Barack Obama Has Not Earned His B plus Yet

Barack Obama gave himself a B+ for performance in his first 11 months in office.

DEBKA-Net-Weekly's team would award him a C+ – and that's more for effort than for skill.

On Sunday, December 13, Zbigniew Brzezinski wrote an appraisal of President Barak Obama's foreign policy in Foreign Affairs, in which he said: “To his credit, Obama has undertaken a truly ambitious effort to redefine the United States' view of the world and to reconnect the United States with the emerging historical context of the twenty-first century.

“He has done this remarkably well. In less than a year, he has comprehensively re-conceptualized U.S. foreign policy with respect to several centrally important geopolitical issues.”

Brzezinski counted 14 fields in which he believes Barack Obama has registered great success.

The first four important points, in the opinion of Jimmy Carter's National Security Adviser and one of the architects of Obama's current foreign policy, are as follows:

? Islam is not an enemy, and the “global war on terror” does not define the United States' current role in the world;

? The United States will be a fair-minded and assertive mediator when it comes to attaining lasting peace between Israel and Palestine;

? The United States ought to pursue serious negotiations with Iran over its nuclear program, as well as other issues;

? The counterinsurgency campaign in the Taliban-controlled parts of Afghanistan should be part of a larger political undertaking, rather than a predominantly military one.

If all these judgments were borne out by real facts, DEBKA-Net-Weekly reports, Obama would not have to rely on the passage of his health care reform bill to deserve the B+ he awarded himself in an interview with Oprah Winfrey.

But they are not, as DEBKA-Net-Weekly's experts demonstrate.


Almost 10 years later, Muslims hate America more – not less


Obama's reconciliation speech on June 4 at Cairo University did nothing to improve the Muslim world's attitude towards the US. His knowledge that this was so was evident in the tenor of his Oslo address seven months later on Dec. 10, when he accepted the Nobel Peace Prize. As his main motif, he acknowledged the “hard truth” that “We will not eradicate violent conflict in our lifetimes.”

He went on to stress that an American president “cannot stand idle in the face of threats to the American people.” What he was saying was that, nearly 10 years after 9/11, the Muslim threat to the US is as powerful as ever.

President Obama went on to say:

“As a head of state sworn to protect and defend my nation, I cannot be guided by their examples alone (Gandhi and Martin Luther King Jr)” and “A nonviolent movement could not have halted Hitler's armies…

Negotiations cannot convince al Qaeda's leaders to lay down their arms. So yes, the instruments of war do have a role to play in preserving the peace.”

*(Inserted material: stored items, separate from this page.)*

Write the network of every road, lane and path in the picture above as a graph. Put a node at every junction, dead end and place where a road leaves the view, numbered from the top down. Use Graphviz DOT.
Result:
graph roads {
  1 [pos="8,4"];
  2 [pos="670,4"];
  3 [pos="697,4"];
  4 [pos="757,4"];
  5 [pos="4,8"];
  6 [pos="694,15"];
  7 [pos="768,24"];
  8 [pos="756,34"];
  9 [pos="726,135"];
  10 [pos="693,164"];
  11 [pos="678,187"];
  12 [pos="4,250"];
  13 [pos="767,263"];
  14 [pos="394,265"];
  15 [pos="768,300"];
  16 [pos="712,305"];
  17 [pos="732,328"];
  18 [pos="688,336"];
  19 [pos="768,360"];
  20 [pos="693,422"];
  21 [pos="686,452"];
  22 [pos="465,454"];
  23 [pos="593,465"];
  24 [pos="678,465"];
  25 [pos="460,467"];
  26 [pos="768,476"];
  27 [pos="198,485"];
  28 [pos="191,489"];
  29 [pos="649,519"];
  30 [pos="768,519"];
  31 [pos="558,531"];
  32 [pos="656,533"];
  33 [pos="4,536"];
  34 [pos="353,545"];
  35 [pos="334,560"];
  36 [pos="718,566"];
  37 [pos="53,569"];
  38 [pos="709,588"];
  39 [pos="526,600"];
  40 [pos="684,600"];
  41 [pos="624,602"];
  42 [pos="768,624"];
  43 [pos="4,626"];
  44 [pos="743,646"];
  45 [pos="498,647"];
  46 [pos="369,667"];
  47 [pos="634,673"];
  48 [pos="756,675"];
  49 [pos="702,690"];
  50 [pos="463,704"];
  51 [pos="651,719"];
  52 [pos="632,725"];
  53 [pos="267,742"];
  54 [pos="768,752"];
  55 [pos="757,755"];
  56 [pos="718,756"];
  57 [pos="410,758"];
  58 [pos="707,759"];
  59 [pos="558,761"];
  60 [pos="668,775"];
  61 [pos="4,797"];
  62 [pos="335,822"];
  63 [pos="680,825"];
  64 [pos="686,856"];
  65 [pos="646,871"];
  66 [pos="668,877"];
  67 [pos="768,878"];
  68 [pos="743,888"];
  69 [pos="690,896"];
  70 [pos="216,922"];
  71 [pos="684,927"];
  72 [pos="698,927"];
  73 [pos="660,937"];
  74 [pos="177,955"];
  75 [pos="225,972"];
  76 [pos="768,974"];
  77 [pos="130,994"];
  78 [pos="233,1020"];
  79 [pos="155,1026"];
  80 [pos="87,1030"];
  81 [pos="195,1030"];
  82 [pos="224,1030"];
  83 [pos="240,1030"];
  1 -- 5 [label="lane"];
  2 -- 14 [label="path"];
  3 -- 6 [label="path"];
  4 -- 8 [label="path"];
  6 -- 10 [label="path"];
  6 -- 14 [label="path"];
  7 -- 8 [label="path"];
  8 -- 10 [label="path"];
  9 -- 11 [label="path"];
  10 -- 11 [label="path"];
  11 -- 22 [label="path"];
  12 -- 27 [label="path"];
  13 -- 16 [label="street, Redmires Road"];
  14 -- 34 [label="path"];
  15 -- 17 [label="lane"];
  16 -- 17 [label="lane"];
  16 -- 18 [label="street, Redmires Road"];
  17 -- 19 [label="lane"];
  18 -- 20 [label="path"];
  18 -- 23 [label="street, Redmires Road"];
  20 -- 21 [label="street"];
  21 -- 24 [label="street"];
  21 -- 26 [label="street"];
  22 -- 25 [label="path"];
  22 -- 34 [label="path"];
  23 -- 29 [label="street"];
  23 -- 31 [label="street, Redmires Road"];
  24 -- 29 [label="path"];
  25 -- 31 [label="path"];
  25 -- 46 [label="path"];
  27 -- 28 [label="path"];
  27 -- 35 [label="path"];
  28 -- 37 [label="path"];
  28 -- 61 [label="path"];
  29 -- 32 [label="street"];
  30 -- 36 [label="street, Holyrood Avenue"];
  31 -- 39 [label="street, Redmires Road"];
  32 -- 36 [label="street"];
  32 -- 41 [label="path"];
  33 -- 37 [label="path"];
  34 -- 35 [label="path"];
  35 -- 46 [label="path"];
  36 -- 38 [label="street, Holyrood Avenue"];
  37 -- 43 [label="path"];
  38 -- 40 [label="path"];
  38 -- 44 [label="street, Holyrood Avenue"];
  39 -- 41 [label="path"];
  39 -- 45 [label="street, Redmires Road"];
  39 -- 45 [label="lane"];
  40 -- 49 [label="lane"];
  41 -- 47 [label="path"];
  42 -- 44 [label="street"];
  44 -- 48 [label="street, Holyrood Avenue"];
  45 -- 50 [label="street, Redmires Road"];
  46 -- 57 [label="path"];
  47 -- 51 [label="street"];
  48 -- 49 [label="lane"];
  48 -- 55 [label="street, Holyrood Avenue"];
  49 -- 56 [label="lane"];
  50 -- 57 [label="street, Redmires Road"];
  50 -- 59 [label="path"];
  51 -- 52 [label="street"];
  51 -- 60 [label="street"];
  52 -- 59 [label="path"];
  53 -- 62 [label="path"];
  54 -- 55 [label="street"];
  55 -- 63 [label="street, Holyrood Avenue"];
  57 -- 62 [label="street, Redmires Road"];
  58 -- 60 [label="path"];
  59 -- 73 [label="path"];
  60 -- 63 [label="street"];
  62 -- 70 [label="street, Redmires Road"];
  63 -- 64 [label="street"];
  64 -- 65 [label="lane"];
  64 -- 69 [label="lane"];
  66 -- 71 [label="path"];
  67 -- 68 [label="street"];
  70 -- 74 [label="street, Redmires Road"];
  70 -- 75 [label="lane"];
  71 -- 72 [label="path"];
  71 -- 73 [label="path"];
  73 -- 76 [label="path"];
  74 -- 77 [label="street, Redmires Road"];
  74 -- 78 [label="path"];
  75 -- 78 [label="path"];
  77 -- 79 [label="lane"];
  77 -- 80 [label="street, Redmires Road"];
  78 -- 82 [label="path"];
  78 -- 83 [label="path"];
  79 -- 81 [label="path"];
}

These sentiments would not have been applauded by Arabs or Muslims anywhere had they been articulated in Cairo; not surprisingly, they scarcely resonated in their media.


“Like holding water or sand in your hands”


Regarding the Middle East conflict, the Palestinians themselves would take issue with Brzezinski's rating of Obama as a “fair-minded and assertive” mediator. The most damning judgment of Obama's year-long bid to bring Israelis and Palestinians together for peace talks came from Riyadh.

“Peace [between Israel and the Palestinians] until now has been like holding water or sand in your hands,” said Saudi foreign minister Saud bin Faisal to the New York Times Wednesday, Dec. 16. “You see the amount of water, you think you can hold some in your hand, but it falls away. Sand is the same thing. So unless there is something to hold in your hand and point to as a success and an achievement, then you have done nothing.”

And no one any longer contests the sorry outcome of Obama's sincere effort to initiate a serious dialogue with Iran.

His own Secretary of State Hillary Rodham Clinton conceded Monday, Dec. 14 that the White House has little to show for nearly a year of diplomatic engagement with Iran over its nuclear ambitions. “I don't think anyone can doubt that our outreach has produced very little in terms of any kind of a positive response from the Iranians”, she said.

Likewise, American strategy in Afghanistan, up to and including the US president's announcement on Dec. 1 of his decision to dispatch another 30 thousand US troops, is not making that conflict become “part of a larger political undertaking, rather than a predominantly military one”. Just the reverse (as we reported in last week's issue #425 of Dec. 11), as 2009 edges into 2010, military action against the Taliban in Afghanistan is spilling over into Pakistan, while the flames of the al Qaeda menace are burning high in the Horn of Africa and Yemen with tongues reaching into Europe.